Pontiac V8 Cylinder Heads


----------



## bigD (Jul 21, 2016)

Yeah, as P h said, you need to know what heads are on it. If it does have '71-'79 400 heads, a Voodoo 256 will be very streetable, and will increase cylinder pressure and power. A Voodoo 262 will make more power, at a higher rpm, but will have slightly less low end torque, the idle will not be as smooth.

The 256 might be hard to beat, for what you are wanting, IF you have low compression heads. Some of the low comp heads used from 71-'79 are: 96, 4X, 4C, 46, 5C, & 6X, plus a few others. As said, it's best to get your block casting number, date code, block code, and head numbers. 

Voodoo Hydraulic Flat Tappet Cam - Pontiac V8 256/262 - Lunati Power


----------



## tjs72goat (Jul 20, 2017)

*cam*

I'm at this same point with a 1972 stock 400. You mention it won't idle smooth. Is it tolerable?


----------



## bigD (Jul 21, 2016)

That depends on your definition of "tolerable". The 256 will have a fairly smooth idle. But, the 262 will still be what I'd call "tolerable". Lunati describes the 262 idle as "choppy".

http://www.lunatipower.com/Product.aspx?id=1775

The 262 will need, at the very least, some CC 988-16 valve springs. CC recommends these for their similar XE262 cam. For anything bigger, they recommend stronger springs. Many Pontiac guys recommend Crower 68404-16 springs, for the 262 Voodoo. The 988-16 springs should be good enuff for the 256 Voodoo. These springs from Spotts, should work great with the 256.

http://www.ebay.com/itm/Pontiac-V8-...d=282579700457&_trksid=p2047675.c100005.m1851

Here are some Spotts springs for higher lift cams, which should work for the 262. They're a little cheaper than the Crower springs. 

http://www.ebay.com/itm/VSH3-Pontia...ash=item41cb100ae9:g:hvgAAOSwB4NW0LgK&vxp=mtr

Just curious. Does your "1972 stock 400" have the 7K3 4-barrel heads ?

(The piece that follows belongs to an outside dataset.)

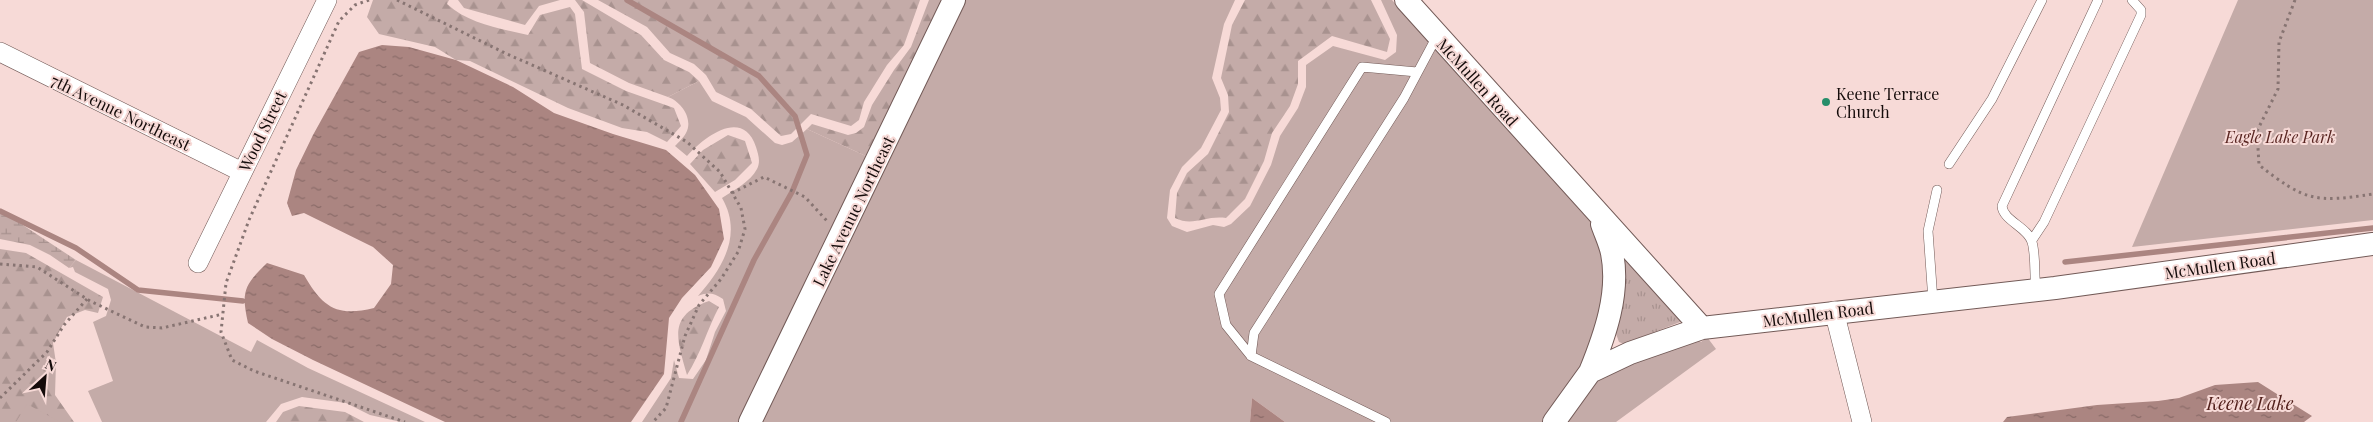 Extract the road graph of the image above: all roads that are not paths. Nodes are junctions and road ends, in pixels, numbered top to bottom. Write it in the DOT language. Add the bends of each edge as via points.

The reason I'm asking is because the 7J2 2-barrel heads have press-in rocker arm studs. Sometimes, performance cams can pull out a press-in stud. But, some have got by with it.

You'll need new lifters. Spotts has some nice lookin stock type lifters for $59 shipped. 

http://www.ebay.com/itm/New-Hydraul...ash=item41cbc12fc6:g:JDoAAOSww9xZODlz&vxp=mtr

These Crower Cam Saver lifters splash extra oil on the cam lobes.

https://www.summitracing.com/parts/...qyGgVbQcv2a0PxWsvlaYSpYKrM5wuNIMaAlNKEALw_wcB


----------



## slevin011 (Sep 22, 2012)

Thanks for the replies. The code on the heads looks like it could be 99, which is actually a '71 400 according to Wallace Racing... 98cc 1.96/1.66 valve size. Would that be 9:1 compression ratio? Still not sure on the gearing. I looked for an axle code but may have been looking in the wrong spot. Seems like the 256 cam will probably be the way to go.


----------



## bigD (Jul 21, 2016)

"...98cc 1.96/1.66 valve size. Would that be 9:1 compression ratio?..."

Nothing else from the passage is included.